Some redness?  My skin looks like it was blow-torched.  Fortunately for her, the real pain began the next day, when the blisters opened and my chest became a red, weeping wasteland.

And it still is.  According to one article I read, these aren’t technically burns, though they look and feel like burns.  Radiation temporarily destroys the body’s ability to make new skin, hence the open wounds.  Until new skin is produced, you’re screwed.

I had to go out on Friday for a bone density scan.  That was no big deal, except that I had to get dressed.  I was there and back within an hour.  Wearing a blouse was excruciating and I dug out the Percocet when I got home.  On Sunday Banjo Man drove me twenty minutes south to Westerly to CVS.  I had remembered Retired Mountain Lady’s cure for burns:  burn pads, sometimes called “Hydrogel” pads, and I hoped I could find them and they’d be the answer for the blistering open skin in a particularly bad area below my collarbone.

I was also determined to go to Michael’s and buy a mini-muffin pan (after a search here at home I realized I had taken my old pan to the lake).  I wanted to bake pumpkin muffins, a back-to-school treat, for Angela and Jeff’s children.  I wanted to do something normal.  (You’ve never heard of self-medicating by baking????  It’s a thing.  Especially with cream cheese frosting and orange sprinkles.)


How cute is this?

Banjo Man said he knew I was in pain because I didn’t want to go out to lunch.  No, I said.  I just want to go home and get naked–and not in a good way.  I want to take a pain pill and make muffins and cry and stick burn pads on my blisters.

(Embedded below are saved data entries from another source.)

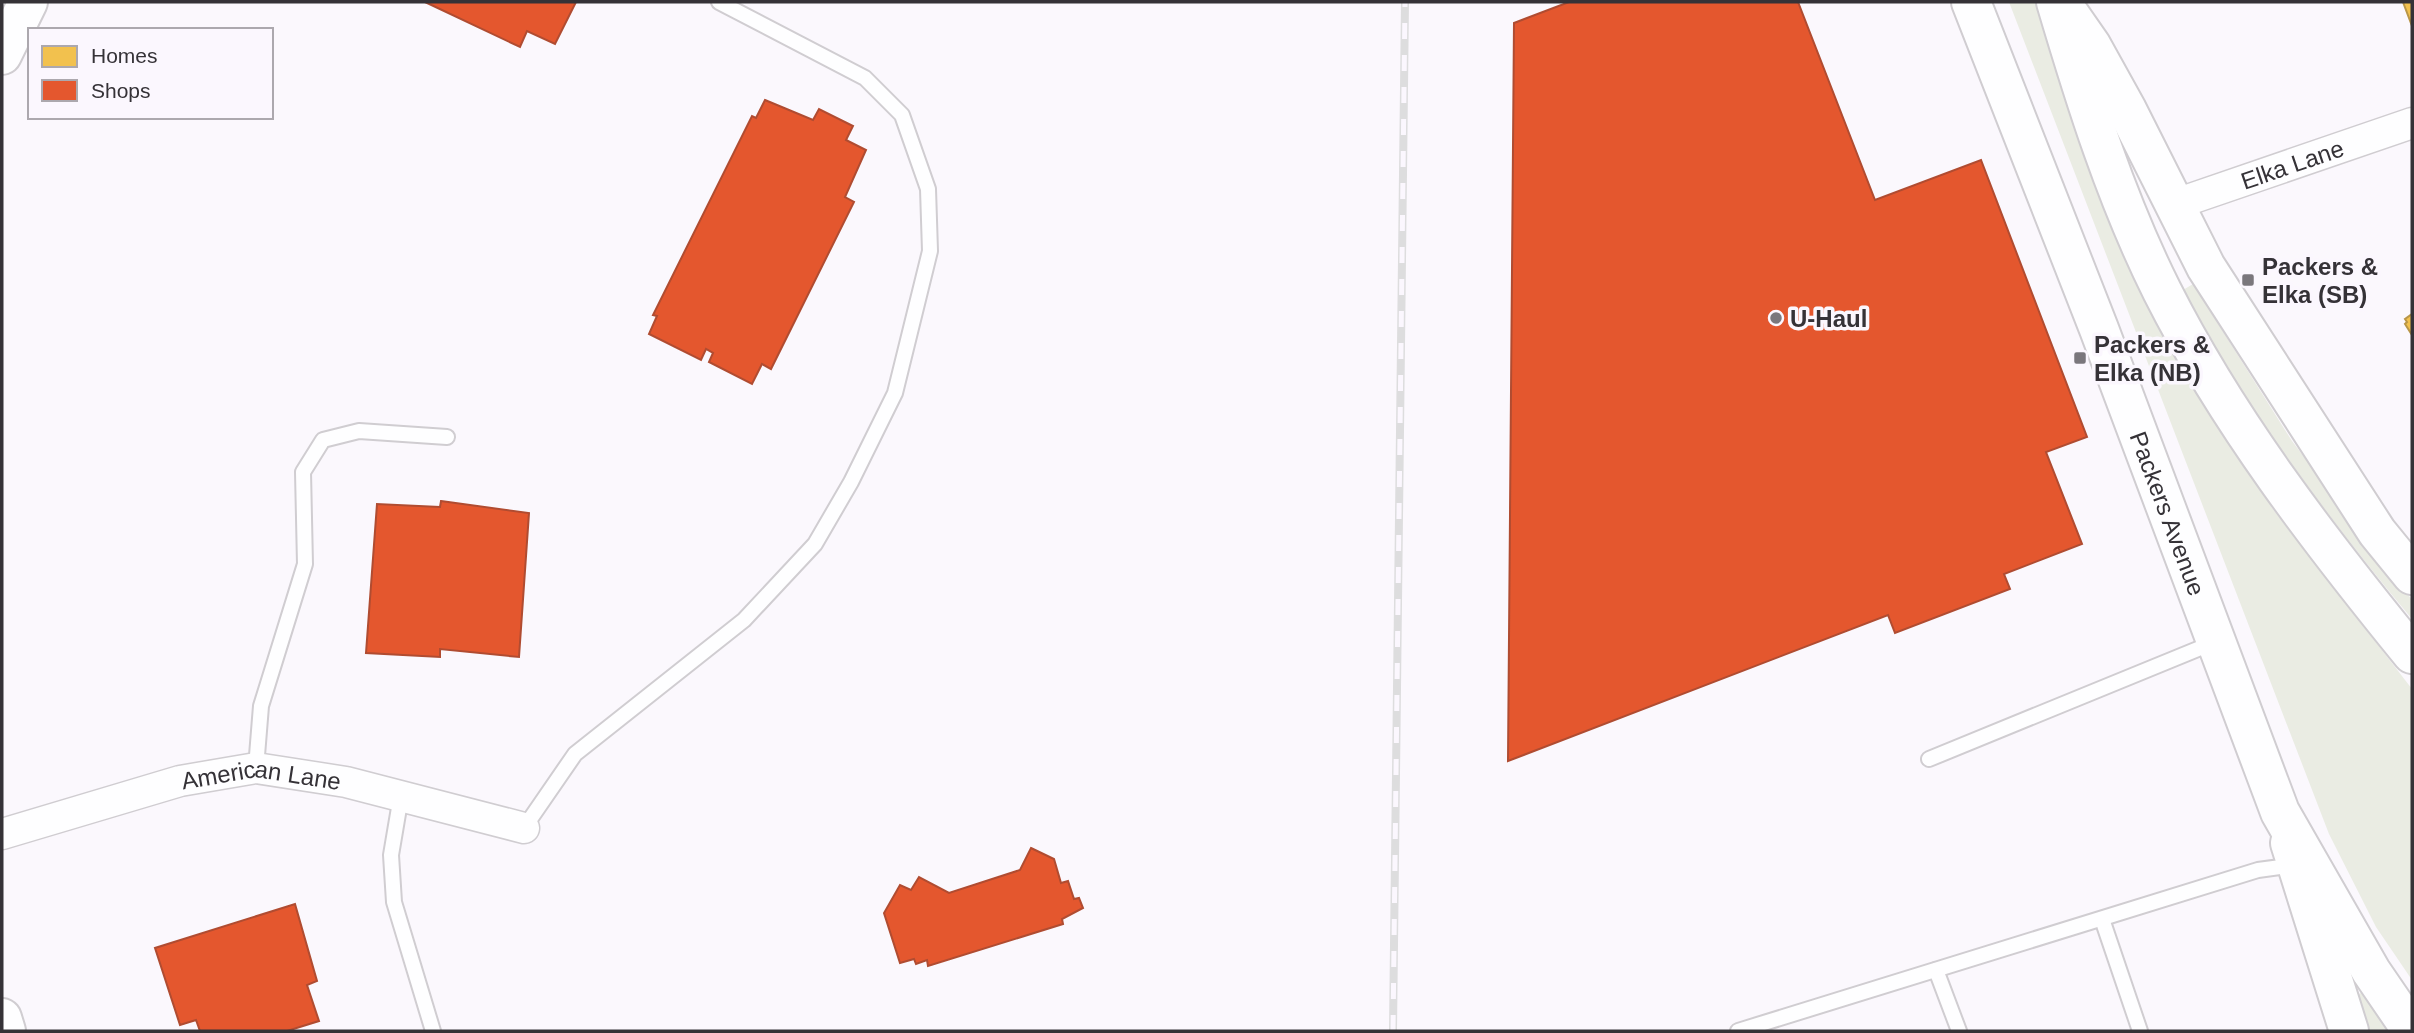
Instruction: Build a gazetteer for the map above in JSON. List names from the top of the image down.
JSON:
{
  "streets": {
    "main road": ["Packers Avenue"],
    "street": ["Elka Lane", "American Lane"]
  },
  "places": {
    "transit": ["Packers & Elka (SB)", "Packers & Elka (NB)"],
    "other": ["U-Haul"]
  },
  "legend": ["Homes", "Shops"]
}
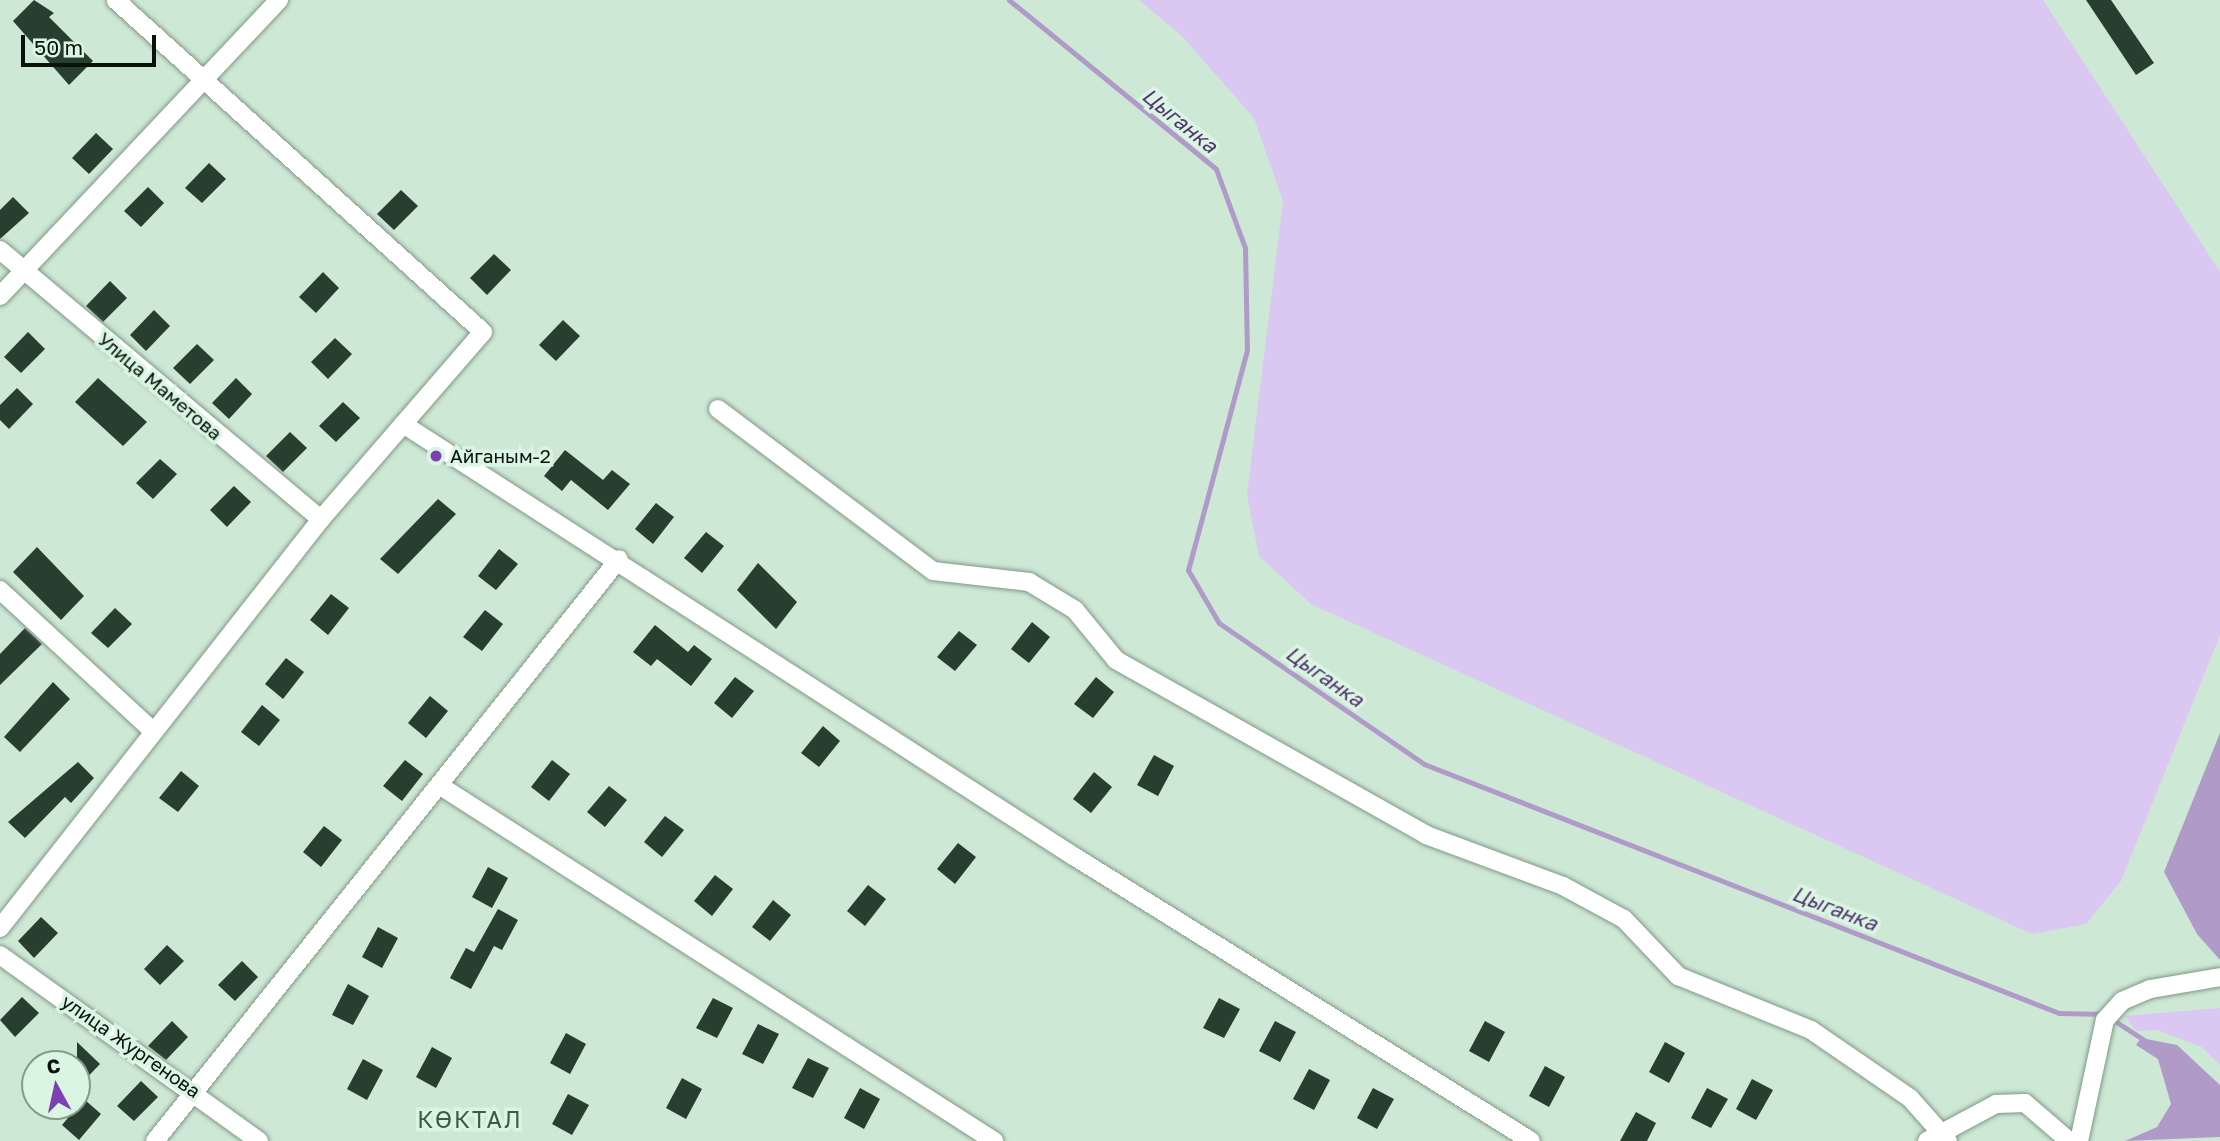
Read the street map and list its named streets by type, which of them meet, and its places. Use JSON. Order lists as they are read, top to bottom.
{
  "streets": {
    "street": ["Улица Маметова", "улица Жургенова"]
  },
  "districts": ["КӨКТАЛ"],
  "water": ["Цыганка"],
  "places": ["Айганым-2"],
  "scale_bar": "50 m",
  "north": "top"
}
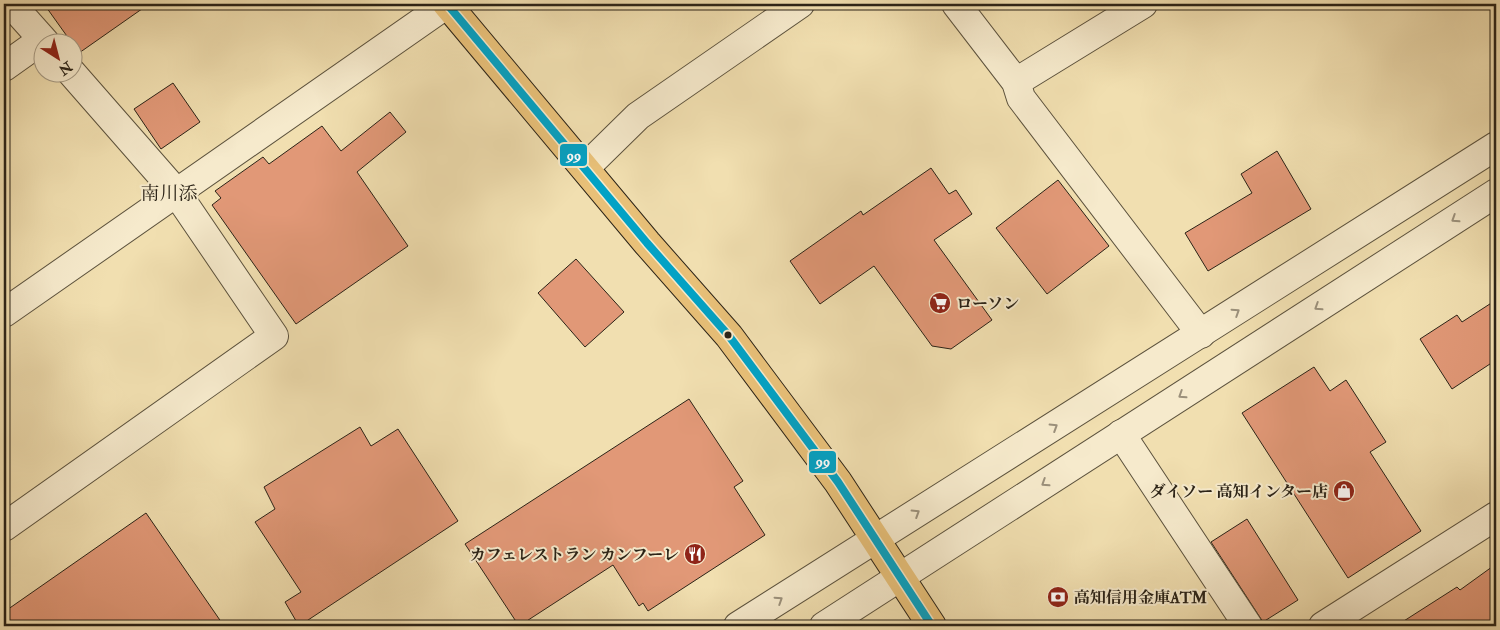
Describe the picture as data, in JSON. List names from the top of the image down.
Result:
{
  "districts": ["南川添"],
  "places": {
    "supermarket": ["ローソン"],
    "shop": ["ダイソー 高知インター店"],
    "restaurant": ["カフェレストラン カンフーレ"],
    "bank": ["高知信用金庫ATM"]
  },
  "lines": ["transit line 99"],
  "north": "bottom right"
}
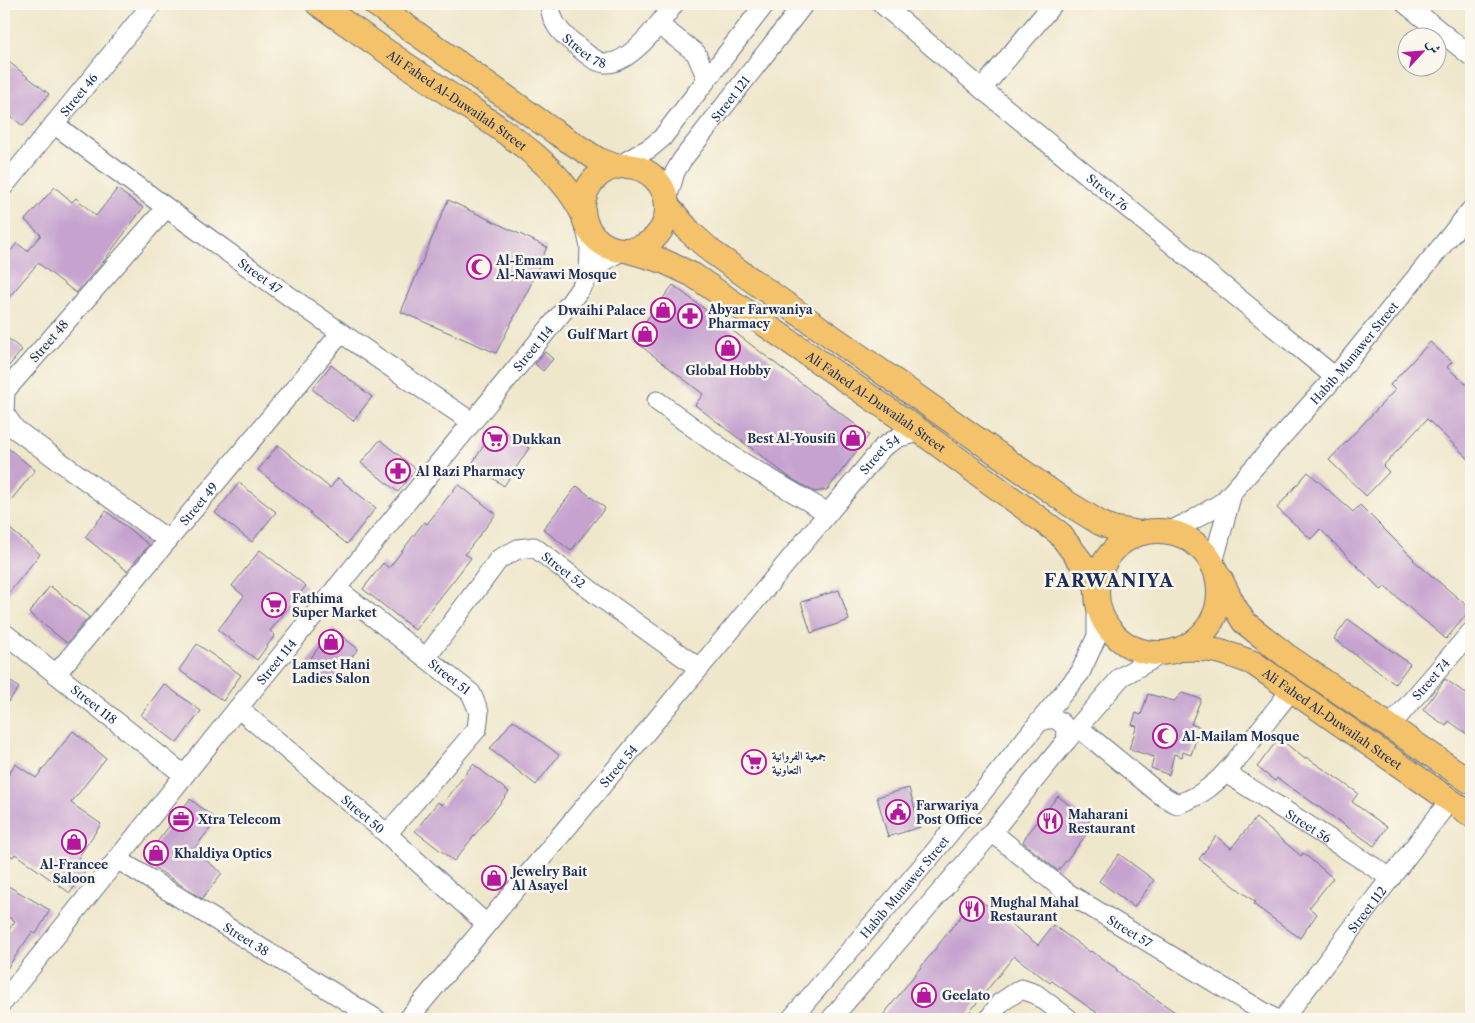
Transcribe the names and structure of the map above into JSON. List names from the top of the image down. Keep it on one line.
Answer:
{"streets":{"main road":["Ali Fahed Al-Duwailah Street"],"street":["Street 78","Street 46","Street 121","Street 76","Street 47","Street 48","Street 114","Habib Munawer Street","Street 54","Street 49","Street 52","Street 51","Street 74","Street 118","Street 50","Street 56","Street 112","Street 57","Street 38"]},"crossings":[["Street 46","Street 47"],["Street 121","Ali Fahed Al-Duwailah Street"],["Street 121","Street 114"],["Ali Fahed Al-Duwailah Street","Street 114"],["Ali Fahed Al-Duwailah Street","Habib Munawer Street"],["Ali Fahed Al-Duwailah Street","Street 54"],["Ali Fahed Al-Duwailah Street","Street 74"],["Ali Fahed Al-Duwailah Street","Street 112"],["Street 76","Habib Munawer Street"],["Street 47","Street 48"],["Street 47","Street 114"],["Street 47","Street 49"],["Street 48","Street 49"],["Street 114","Street 51"],["Street 114","Street 118"],["Street 114","Street 50"],["Street 114","Street 38"],["Street 54","Street 52"],["Street 54","Street 50"],["Street 49","Street 118"],["Street 52","Street 51"],["Street 51","Street 50"],["Street 56","Street 112"]],"districts":["FARWANIYA"],"places":{"mosque":["Al-Emam Al-Nawawi Mosque","Al-Mailam Mosque"],"shop":["Dwaihi Palace","Gulf Mart","Global Hobby","Best Al-Yousifi","Lamset Hani Ladies Salon","Al-Francee Saloon","Khaldiya Optics","Jewelry Bait Al Asayel","Geelato"],"pharmacy":["Abyar Farwaniya Pharmacy","Al Razi Pharmacy"],"supermarket":["Dukkan","Fathima Super Market","جمعية الفروانية التعاونية"],"public building":["Farwariya Post Office"],"office":["Xtra Telecom"],"restaurant":["Maharani Restaurant","Mughal Mahal Restaurant"]},"north":"top right"}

Okay, he said.  I’ll be in the shed.

Thank God for his shed.  And his tomato plants.  He can escape his miserable, shivering-in-pain, mad-at-the-world wife for long hours.  It’s good for him.

So as I wait for this to heal itself, I alternate between organic aloe vera gel, Silvadene, Aquaphor and Calendula salve on my skin.  I try something different every hour, depending on the pain, itching, etc.  The little burn pads cover up the worst of the blisters and, because I am going to physical therapy today (my armpit has healed so I think it’s okay to stretch it) I am going to use a large aloe-soaked pad my daughter-in-law sent me to protect the wounds from my shirt.  Ibuprofen helps a lot, and I use the occasional pain pill for when it’s really, really bad and I need to sleep…or bake muffins.

Today marks two weeks, the two weeks that I was told would be the worst of it.  I’m waiting for some kind of miraculous end to this before I self-destruct and end up in a strait jacket, highly medicated and staring up at a hospital ceiling.

I’d like to say that I have vowed to stop complaining and whining, but I’m not there yet.  I drink a lot of water and I get plenty of rest watching dvr’d episodes of BELOW DECK.  I have no appetite, so Banjo Man slices melons and strawberries to tempt me to eat.  I nibble.  I sew.  I play Wordscapes on my phone.  I chat with Banjo Man at least forty-seven times a day.  The topics range from tomatoes to chipmunks to Chinese tariffs to Nebraska football to chicken salad recipes to the Funny Grandson’s flag football adventure to…well, you get the picture.  A visit with Banjo Man is always entertaining and, thank God, distracting.